Exercise details » Exactly reproduce the lines from the line that has "ring pip: (162, 145)" down to the last line of the entries, inclusive.

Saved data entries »
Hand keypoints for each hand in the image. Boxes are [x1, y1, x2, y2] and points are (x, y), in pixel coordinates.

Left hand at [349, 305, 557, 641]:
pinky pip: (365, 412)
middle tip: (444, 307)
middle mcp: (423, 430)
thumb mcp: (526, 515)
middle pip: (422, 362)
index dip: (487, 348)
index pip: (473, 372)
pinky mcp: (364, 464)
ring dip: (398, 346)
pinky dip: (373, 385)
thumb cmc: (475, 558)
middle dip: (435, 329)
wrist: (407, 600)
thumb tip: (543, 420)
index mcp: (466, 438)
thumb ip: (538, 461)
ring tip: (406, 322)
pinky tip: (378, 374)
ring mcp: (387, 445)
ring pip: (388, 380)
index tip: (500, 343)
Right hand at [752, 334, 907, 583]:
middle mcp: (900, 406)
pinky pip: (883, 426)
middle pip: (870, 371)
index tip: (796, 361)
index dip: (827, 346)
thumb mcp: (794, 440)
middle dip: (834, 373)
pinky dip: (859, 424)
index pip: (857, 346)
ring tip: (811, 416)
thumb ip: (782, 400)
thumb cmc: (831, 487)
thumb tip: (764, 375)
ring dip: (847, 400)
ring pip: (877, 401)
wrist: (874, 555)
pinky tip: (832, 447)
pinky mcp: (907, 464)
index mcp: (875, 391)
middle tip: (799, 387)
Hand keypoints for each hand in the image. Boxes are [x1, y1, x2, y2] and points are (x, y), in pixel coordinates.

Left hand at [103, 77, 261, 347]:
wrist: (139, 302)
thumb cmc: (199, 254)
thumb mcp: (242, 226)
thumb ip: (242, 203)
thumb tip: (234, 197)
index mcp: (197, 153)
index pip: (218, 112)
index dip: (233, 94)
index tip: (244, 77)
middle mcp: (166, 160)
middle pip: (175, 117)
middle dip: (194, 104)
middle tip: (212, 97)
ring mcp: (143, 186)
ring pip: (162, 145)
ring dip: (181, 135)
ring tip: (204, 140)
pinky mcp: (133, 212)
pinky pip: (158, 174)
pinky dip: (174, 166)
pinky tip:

Output of the exercise »
ring pip: (162, 145)
ring dip: (181, 135)
ring tip: (204, 140)
pinky mcp: (133, 212)
pinky pip: (158, 174)
pinky dip: (174, 166)
pinky tip:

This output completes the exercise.